[Your assignment]
What is needed here is every line of the records that includes "bridge".

##### Entries provided #####

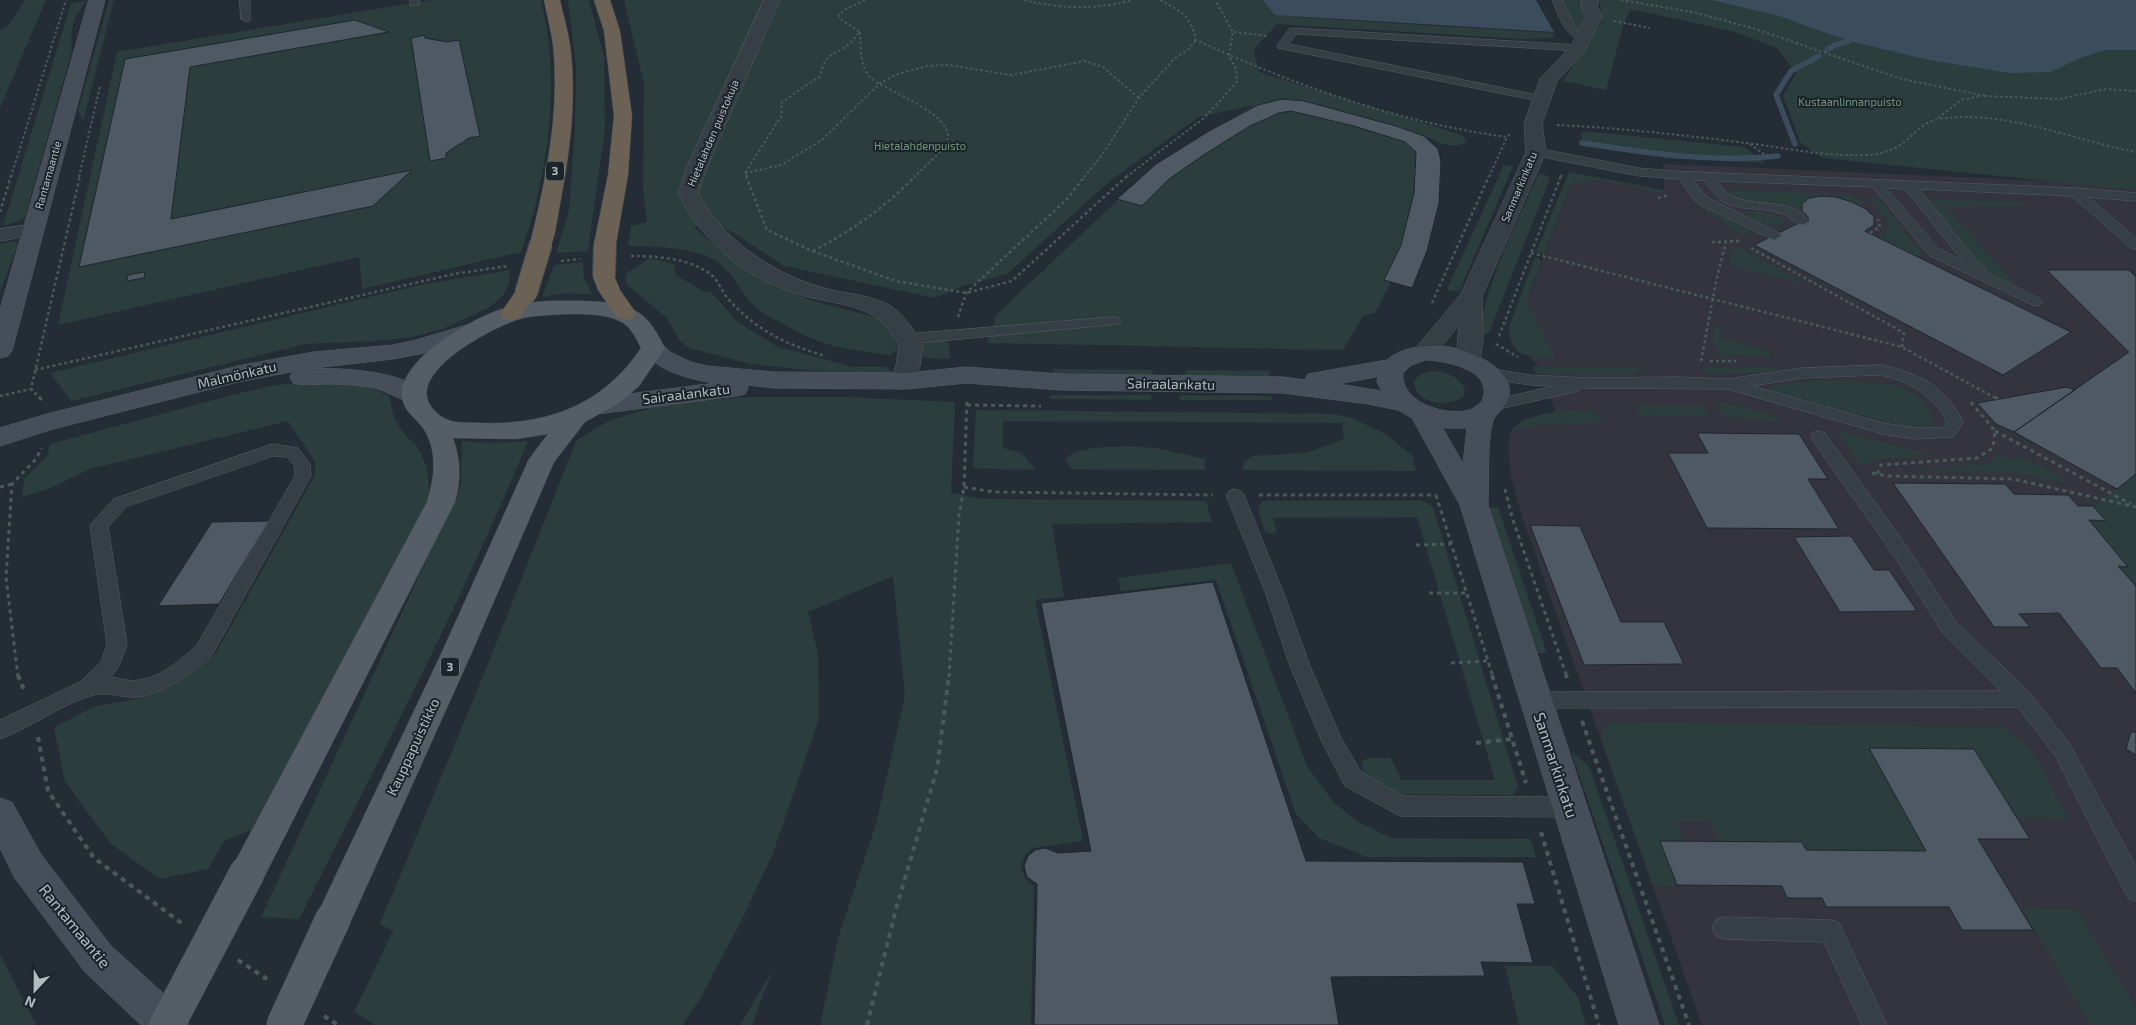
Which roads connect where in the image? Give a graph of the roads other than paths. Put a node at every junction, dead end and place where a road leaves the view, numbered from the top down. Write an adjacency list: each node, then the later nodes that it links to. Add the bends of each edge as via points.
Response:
1 (97, 0): 19 (street, Rantamaantie)
2 (245, 0): 8 (lane)
3 (552, 0): 27 (highway, 3, bridge, via 562,52 561,134 552,199 541,244 526,292)
4 (602, 0): 26 (highway, bridge, via 612,31 623,116 618,175 603,263 609,290)
5 (772, 0): 30 (street, Hietalahden puistokuja, via 688,194 714,235 744,259 775,278 882,311)
6 (1557, 0): 9 (lane)
7 (1592, 8): 9 (street, Sanmarkinkatu)
8 (246, 19)
9 (1581, 43): 10 (street, Sanmarkinkatu, via 1549,79); 10 (lane, via 1293,31 1282,46)
10 (1543, 99): 11 (street, Sanmarkinkatu, via 1533,124)
11 (1536, 152): 12 (lane, via 1639,172); 24 (street, Sanmarkinkatu)
12 (1684, 176): 13 (lane); 21 (lane, via 1707,203)
13 (1709, 177): 14 (lane); 18 (lane, via 1719,195 1726,200 1776,208)
14 (1878, 185): 15 (lane); 23 (lane, via 1934,252)
15 (1910, 186): 16 (lane); 23 (lane, via 1971,263)
16 (2075, 192): 17 (lane); 22 (lane)
17 (2136, 197)
18 (1803, 221)
19 (33, 230): 20 (street); 32 (street, Rantamaantie)
20 (0, 235)
21 (1774, 236)
22 (2136, 246)
23 (1994, 282): 25 (lane)
24 (1471, 296): 33 (street, Sanmarkinkatu); 35 (street, Sanmarkinkatu, via 1471,338)
25 (2035, 302)
26 (625, 313): 27 (main road, via 553,308); 31 (main road, via 636,320)
27 (511, 314): 29 (main road)
28 (1114, 321): 30 (lane)
29 (477, 330): 41 (main road, via 425,365 417,378); 46 (street, Malmönkatu, via 420,347 313,360 238,374)
30 (908, 339): 37 (street, via 911,344)
31 (652, 348): 36 (street, Sairaalankatu, via 662,357 706,374); 44 (main road, 3, via 626,384)
32 (0, 351)
33 (1424, 353): 34 (street, via 1411,355); 35 (street, via 1439,353)
34 (1393, 367): 40 (street, Sairaalankatu); 42 (street, via 1389,378 1392,391)
35 (1478, 367): 38 (lane, via 1530,380); 43 (street, via 1495,384 1498,395)
36 (774, 380): 37 (street, Sairaalankatu); 44 (street, Sairaalankatu)
37 (904, 381): 40 (street, Sairaalankatu, via 967,392 1060,382)
38 (1588, 383): 39 (lane); 43 (lane)
39 (1729, 384): 39 (lane, via 1898,431 1928,435 1947,432 1955,422 1947,406 1924,385 1903,375 1881,370 1802,373)
40 (1283, 385): 42 (street, Sairaalankatu, via 1368,396)
41 (413, 395): 45 (main road, via 422,414); 48 (street, Malmönkatu, via 395,385 362,378 303,376 237,388 45,436)
42 (1412, 409): 43 (street, via 1449,420 1463,420); 50 (street, Sanmarkinkatu)
43 (1488, 411): 50 (street, Sanmarkinkatu, via 1477,448)
44 (586, 413): 45 (main road, 3, via 537,428 502,433); 60 (main road, Kauppapuistikko / 3, bridge, via 542,459 457,652)
45 (436, 427): 59 (main road, bridge, via 446,452 448,478 441,502)
46 (0, 437)
47 (1819, 437): 52 (lane, via 1901,552 1950,628)
48 (0, 442)
49 (1235, 495): 55 (lane, via 1300,666 1332,742 1353,779 1400,806)
50 (1474, 505): 53 (street, Sanmarkinkatu)
51 (88, 688): 51 (lane, via 109,666 117,644 99,525 120,503 273,450 292,452 302,464 303,476 204,651 185,668 138,689 108,685); 54 (lane)
52 (2023, 699): 53 (lane); 57 (lane, via 2063,751)
53 (1535, 700): 55 (street, Sanmarkinkatu)
54 (0, 730)
55 (1569, 806): 61 (street, Sanmarkinkatu)
56 (0, 813): 59 (street, Rantamaantie, via 27,865 98,959)
57 (2136, 890)
58 (1724, 928): 62 (lane, via 1831,931)
59 (168, 1025)
60 (284, 1025)
61 (1639, 1025)
62 (1875, 1025)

#####

[Your response]
3 (552, 0): 27 (highway, 3, bridge, via 562,52 561,134 552,199 541,244 526,292)
4 (602, 0): 26 (highway, bridge, via 612,31 623,116 618,175 603,263 609,290)
44 (586, 413): 45 (main road, 3, via 537,428 502,433); 60 (main road, Kauppapuistikko / 3, bridge, via 542,459 457,652)
45 (436, 427): 59 (main road, bridge, via 446,452 448,478 441,502)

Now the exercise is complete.